Data items

_ _ _

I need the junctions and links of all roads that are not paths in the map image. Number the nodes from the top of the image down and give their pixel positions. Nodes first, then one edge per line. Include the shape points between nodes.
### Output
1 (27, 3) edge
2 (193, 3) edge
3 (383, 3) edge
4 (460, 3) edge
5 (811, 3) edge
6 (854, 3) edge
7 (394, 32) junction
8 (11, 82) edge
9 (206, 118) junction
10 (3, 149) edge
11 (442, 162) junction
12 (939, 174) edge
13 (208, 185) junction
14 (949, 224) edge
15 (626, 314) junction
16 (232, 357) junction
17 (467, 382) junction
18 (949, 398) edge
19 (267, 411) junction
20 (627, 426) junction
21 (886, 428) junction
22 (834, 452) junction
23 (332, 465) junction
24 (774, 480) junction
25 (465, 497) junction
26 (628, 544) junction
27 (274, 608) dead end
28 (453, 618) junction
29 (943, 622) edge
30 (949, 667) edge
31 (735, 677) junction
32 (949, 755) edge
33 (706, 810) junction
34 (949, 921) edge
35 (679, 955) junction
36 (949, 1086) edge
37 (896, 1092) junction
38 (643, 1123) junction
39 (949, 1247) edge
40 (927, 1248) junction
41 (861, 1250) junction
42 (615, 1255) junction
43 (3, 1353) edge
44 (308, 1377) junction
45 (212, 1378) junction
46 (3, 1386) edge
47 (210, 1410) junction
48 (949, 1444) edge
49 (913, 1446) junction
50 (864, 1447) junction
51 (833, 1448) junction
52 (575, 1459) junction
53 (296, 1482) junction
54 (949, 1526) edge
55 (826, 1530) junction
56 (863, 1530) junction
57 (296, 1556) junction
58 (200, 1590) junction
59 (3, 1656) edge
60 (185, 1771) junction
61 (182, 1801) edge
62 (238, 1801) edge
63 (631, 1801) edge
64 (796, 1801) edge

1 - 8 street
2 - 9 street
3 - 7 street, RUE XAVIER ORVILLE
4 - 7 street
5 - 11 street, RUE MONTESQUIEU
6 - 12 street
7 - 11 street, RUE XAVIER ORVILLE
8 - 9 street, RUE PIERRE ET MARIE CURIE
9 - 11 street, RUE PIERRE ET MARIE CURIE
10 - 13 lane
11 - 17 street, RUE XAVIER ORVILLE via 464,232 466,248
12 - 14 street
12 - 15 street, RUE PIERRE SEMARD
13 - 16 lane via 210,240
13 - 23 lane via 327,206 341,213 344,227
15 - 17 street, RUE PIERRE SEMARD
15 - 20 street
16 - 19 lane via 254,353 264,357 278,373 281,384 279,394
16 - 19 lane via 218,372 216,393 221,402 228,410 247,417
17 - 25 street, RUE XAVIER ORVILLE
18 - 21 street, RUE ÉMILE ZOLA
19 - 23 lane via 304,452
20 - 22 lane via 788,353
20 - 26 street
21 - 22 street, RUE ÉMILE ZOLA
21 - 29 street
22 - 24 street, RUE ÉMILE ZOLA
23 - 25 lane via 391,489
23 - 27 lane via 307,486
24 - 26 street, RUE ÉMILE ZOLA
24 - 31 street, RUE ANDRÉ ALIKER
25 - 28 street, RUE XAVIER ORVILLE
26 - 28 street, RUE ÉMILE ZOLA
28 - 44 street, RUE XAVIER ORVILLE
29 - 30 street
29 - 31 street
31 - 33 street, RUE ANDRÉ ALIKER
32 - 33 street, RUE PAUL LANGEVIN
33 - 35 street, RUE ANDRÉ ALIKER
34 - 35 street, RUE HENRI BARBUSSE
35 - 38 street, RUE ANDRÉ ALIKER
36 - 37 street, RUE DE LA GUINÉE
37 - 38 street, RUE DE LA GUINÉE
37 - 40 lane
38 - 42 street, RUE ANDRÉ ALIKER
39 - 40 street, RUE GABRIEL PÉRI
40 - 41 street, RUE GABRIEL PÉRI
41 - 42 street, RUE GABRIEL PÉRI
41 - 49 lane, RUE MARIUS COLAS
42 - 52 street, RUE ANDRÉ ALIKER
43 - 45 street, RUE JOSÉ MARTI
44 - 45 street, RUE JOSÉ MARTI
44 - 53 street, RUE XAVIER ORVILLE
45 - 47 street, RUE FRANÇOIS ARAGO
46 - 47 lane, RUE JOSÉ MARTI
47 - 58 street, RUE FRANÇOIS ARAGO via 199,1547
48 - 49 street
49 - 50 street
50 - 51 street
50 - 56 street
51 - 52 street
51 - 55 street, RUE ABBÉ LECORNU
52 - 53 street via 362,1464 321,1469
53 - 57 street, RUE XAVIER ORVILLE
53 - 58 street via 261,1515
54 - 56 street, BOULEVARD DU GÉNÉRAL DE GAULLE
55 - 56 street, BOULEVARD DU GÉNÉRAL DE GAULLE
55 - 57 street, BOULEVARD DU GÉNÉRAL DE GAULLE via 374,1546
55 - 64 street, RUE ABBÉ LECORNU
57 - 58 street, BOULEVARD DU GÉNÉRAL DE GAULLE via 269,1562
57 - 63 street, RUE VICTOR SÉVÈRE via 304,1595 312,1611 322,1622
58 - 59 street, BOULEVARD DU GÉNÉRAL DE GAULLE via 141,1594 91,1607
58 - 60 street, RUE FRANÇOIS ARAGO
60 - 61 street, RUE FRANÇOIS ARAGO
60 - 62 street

_ _ _

(Exercise objective): Wherever a line above contains the string "ÉMILE", copy that line.

(Result for this task):
18 - 21 street, RUE ÉMILE ZOLA
21 - 22 street, RUE ÉMILE ZOLA
22 - 24 street, RUE ÉMILE ZOLA
24 - 26 street, RUE ÉMILE ZOLA
26 - 28 street, RUE ÉMILE ZOLA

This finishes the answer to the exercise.